§ Assignment:
Report every line in the listing that contains the string "points".

§ The input:
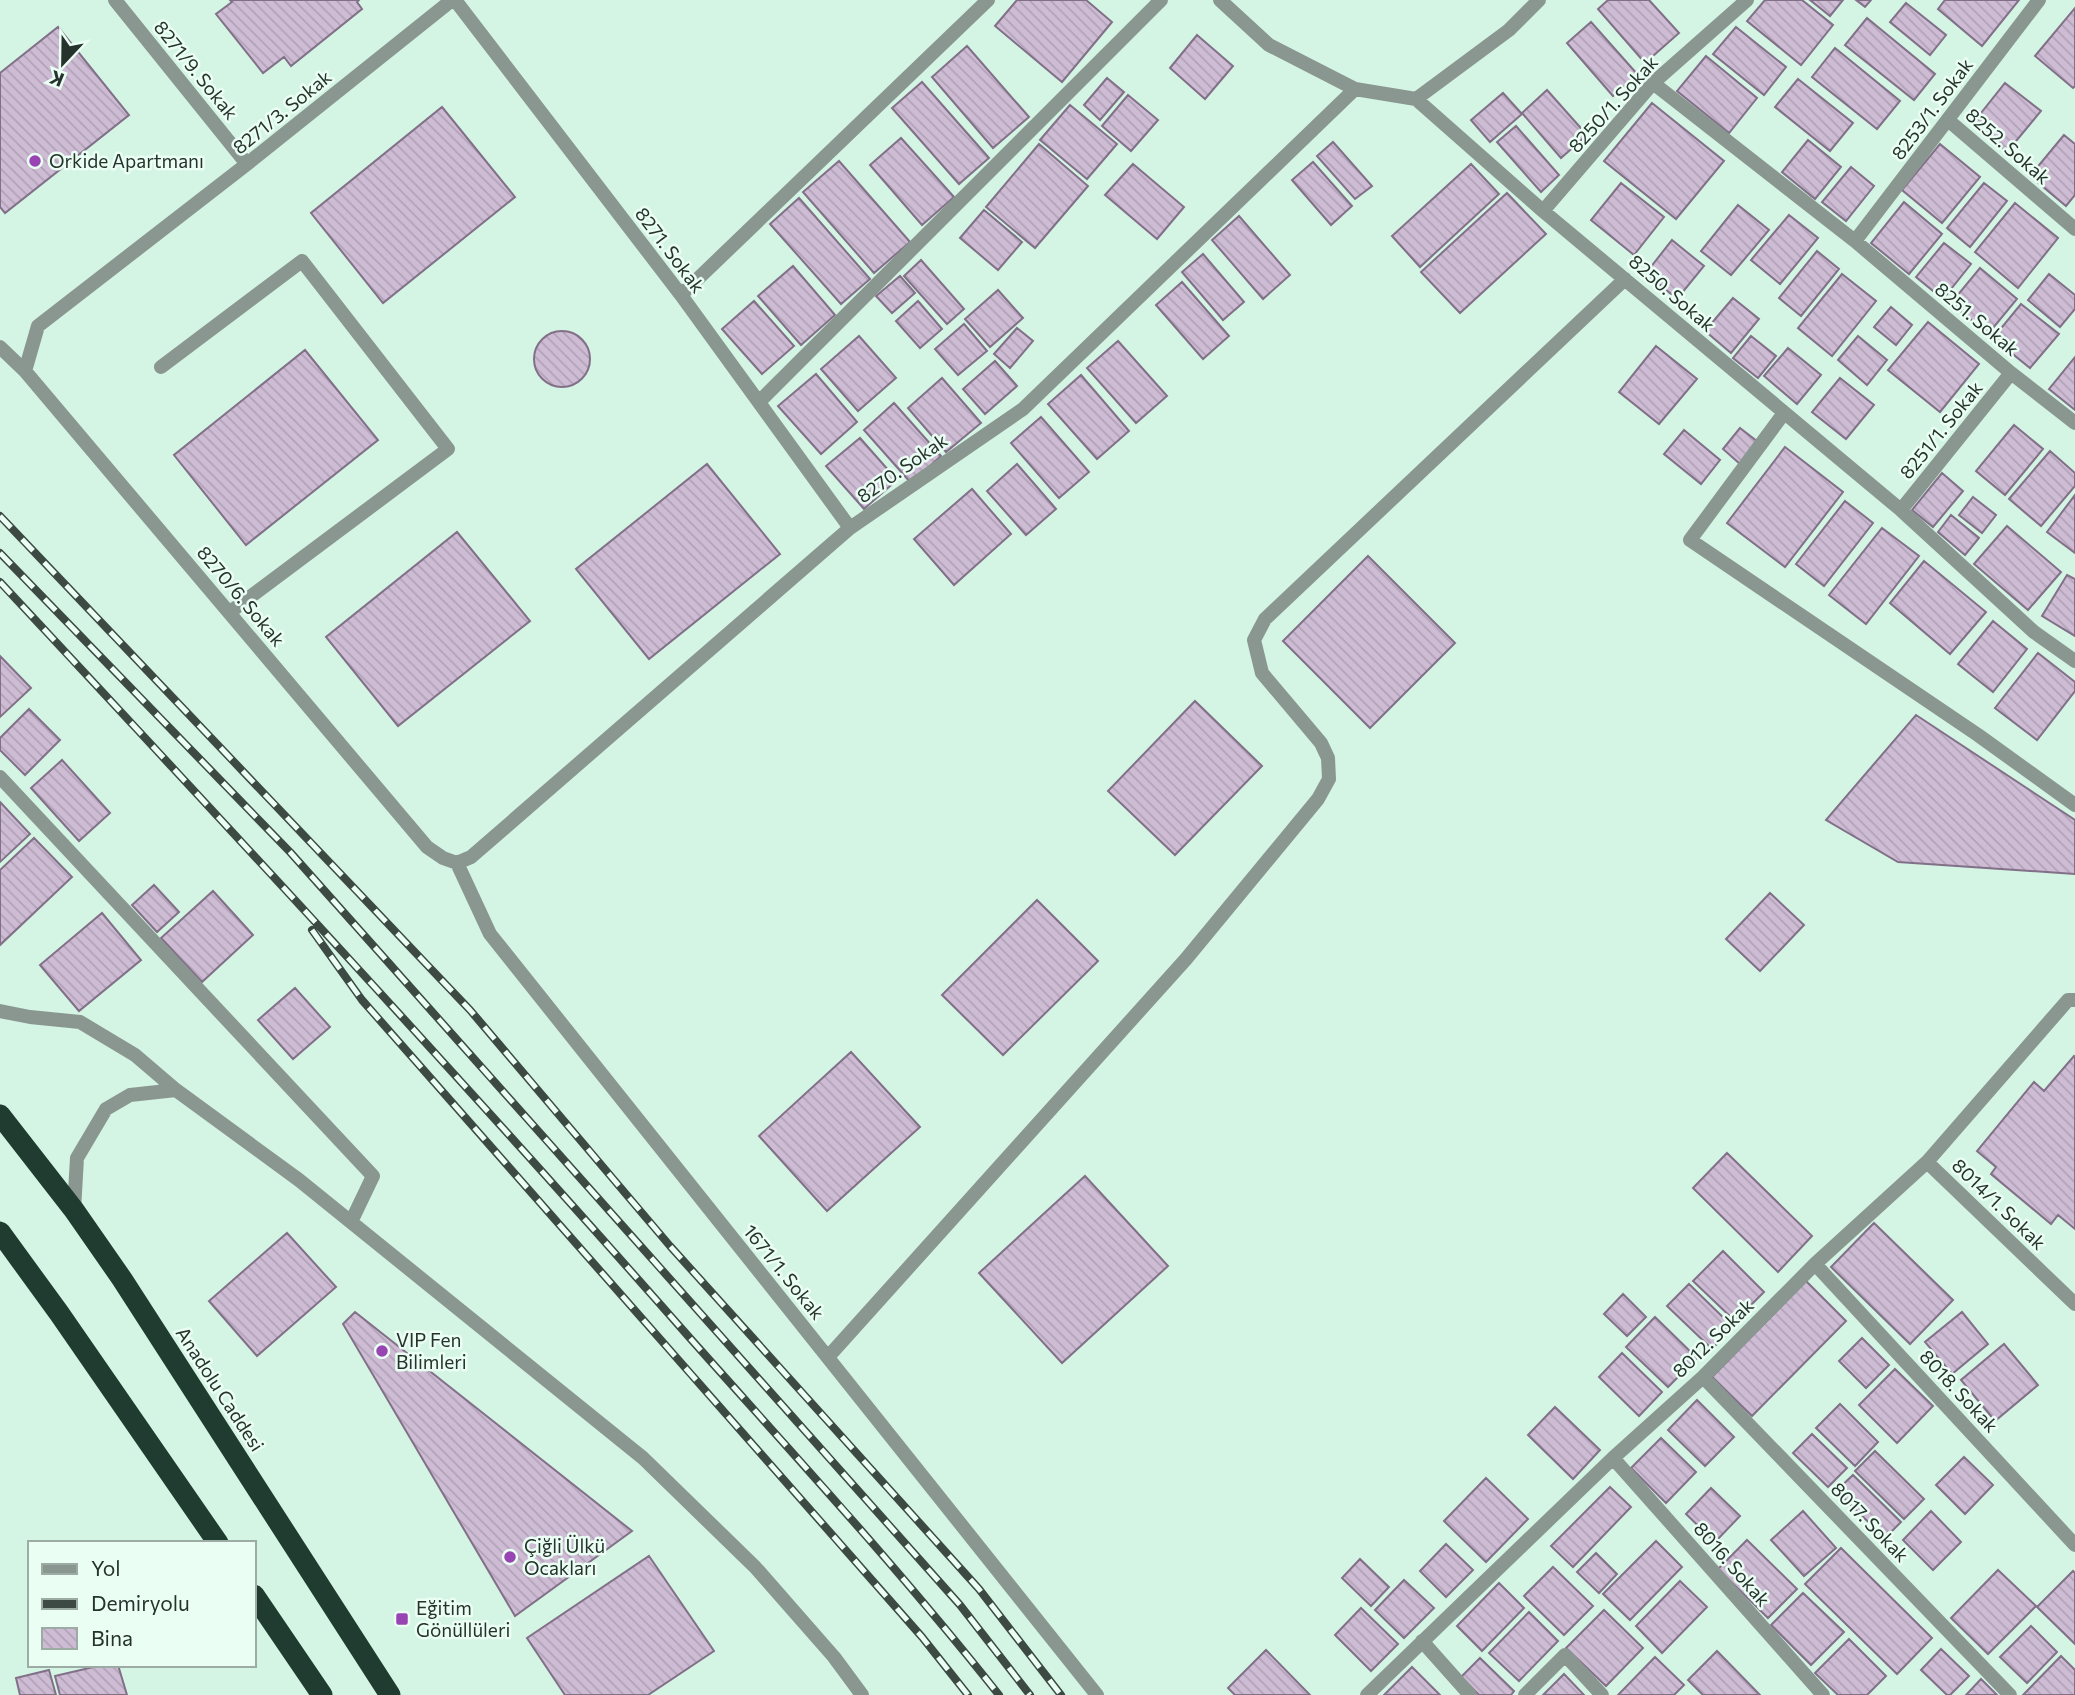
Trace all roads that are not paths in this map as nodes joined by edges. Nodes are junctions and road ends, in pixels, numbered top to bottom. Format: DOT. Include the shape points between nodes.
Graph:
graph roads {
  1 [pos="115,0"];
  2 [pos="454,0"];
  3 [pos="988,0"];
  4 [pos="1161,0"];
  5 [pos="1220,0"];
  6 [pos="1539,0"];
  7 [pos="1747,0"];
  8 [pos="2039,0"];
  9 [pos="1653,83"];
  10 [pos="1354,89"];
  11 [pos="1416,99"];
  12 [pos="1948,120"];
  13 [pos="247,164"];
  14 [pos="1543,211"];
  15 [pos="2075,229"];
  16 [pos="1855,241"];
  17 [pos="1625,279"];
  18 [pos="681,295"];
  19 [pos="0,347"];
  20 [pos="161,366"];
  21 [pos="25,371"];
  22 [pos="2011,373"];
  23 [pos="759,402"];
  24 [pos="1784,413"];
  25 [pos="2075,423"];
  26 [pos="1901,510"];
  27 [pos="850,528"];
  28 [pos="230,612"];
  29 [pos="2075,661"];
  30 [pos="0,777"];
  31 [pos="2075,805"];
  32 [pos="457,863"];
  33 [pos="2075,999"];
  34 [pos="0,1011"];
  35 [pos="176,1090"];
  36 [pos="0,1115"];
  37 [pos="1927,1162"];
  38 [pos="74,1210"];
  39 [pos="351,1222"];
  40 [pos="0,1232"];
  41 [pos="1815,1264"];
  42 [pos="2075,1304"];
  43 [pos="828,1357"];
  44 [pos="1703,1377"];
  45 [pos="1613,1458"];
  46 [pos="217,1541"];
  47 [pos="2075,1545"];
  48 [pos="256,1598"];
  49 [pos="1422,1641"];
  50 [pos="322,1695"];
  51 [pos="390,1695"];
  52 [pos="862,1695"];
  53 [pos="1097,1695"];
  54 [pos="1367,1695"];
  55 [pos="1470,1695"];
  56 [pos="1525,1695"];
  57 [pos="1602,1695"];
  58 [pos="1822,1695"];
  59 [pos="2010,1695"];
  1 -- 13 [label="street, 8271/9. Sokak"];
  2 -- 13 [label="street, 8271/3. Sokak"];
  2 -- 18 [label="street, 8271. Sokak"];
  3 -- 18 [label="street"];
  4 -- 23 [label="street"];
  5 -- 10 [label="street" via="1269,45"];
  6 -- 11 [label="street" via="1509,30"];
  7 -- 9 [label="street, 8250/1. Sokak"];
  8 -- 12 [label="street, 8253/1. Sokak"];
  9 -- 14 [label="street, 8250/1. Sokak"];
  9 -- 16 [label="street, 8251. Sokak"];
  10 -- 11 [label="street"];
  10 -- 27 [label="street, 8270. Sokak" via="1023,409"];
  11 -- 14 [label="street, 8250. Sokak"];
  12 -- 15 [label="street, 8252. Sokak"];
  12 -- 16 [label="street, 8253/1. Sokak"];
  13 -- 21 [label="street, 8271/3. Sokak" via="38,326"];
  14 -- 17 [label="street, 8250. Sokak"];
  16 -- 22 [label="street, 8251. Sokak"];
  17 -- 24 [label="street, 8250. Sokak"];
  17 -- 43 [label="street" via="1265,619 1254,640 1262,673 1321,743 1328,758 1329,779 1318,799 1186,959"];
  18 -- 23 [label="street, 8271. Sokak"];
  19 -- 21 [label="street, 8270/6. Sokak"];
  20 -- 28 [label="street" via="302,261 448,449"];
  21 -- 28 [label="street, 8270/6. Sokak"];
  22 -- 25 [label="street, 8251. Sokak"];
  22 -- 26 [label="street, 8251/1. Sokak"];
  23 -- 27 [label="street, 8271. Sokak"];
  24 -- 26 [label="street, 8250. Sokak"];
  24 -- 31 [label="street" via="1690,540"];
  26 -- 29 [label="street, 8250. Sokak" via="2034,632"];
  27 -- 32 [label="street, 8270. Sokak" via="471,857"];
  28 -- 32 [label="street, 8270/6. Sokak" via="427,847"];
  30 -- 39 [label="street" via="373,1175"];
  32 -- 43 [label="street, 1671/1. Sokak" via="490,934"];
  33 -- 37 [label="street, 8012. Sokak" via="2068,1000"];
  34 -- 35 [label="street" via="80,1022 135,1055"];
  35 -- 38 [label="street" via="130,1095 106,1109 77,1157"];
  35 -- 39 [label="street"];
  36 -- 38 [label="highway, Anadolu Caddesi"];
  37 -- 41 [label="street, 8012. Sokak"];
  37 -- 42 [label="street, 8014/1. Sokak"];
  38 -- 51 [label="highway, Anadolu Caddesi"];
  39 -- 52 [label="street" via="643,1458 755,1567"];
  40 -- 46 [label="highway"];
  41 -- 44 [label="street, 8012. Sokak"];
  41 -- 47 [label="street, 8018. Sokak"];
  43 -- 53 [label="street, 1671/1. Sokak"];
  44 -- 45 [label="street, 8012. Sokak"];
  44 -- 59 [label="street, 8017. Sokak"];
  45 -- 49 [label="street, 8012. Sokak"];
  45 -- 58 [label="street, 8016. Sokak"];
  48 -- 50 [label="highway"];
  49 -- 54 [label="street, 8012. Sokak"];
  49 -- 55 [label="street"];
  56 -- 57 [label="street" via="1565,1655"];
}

* * *

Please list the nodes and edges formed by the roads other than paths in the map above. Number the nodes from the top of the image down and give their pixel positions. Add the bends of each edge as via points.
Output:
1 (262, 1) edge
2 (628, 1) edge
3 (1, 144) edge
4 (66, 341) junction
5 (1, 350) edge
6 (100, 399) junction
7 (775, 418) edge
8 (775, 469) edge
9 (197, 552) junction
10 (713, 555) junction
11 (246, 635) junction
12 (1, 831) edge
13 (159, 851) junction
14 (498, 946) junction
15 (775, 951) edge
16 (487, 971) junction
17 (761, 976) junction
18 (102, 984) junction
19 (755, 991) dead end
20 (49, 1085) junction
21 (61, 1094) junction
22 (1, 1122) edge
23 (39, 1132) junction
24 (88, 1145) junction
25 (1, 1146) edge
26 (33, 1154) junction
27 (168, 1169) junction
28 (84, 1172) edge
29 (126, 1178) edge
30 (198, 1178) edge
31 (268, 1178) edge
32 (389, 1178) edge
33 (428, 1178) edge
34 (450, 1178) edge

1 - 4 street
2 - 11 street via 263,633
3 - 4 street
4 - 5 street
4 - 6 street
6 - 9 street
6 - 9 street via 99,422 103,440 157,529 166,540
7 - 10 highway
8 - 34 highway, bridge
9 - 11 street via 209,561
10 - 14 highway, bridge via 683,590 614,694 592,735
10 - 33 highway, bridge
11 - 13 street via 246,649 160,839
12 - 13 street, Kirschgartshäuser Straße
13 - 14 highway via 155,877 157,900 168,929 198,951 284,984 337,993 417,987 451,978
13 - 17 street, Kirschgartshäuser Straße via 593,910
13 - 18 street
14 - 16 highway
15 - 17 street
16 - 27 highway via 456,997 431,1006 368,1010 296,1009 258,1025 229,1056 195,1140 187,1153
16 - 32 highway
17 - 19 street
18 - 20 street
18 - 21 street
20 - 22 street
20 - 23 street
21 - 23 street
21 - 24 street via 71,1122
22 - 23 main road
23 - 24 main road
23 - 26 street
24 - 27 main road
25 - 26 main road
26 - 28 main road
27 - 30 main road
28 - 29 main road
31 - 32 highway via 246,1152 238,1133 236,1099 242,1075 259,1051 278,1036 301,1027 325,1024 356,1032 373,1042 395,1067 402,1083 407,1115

§ Result for this exercise:
Trace all roads that are not paths in this map as nodes joined by edges. Nodes are junctions and road ends, in pixels, numbered top to bottom. Format: DOT. Include the shape points between nodes.
Please list the nodes and edges formed by the roads other than paths in the map above. Number the nodes from the top of the image down and give their pixel positions. Add the bends of each edge as via points.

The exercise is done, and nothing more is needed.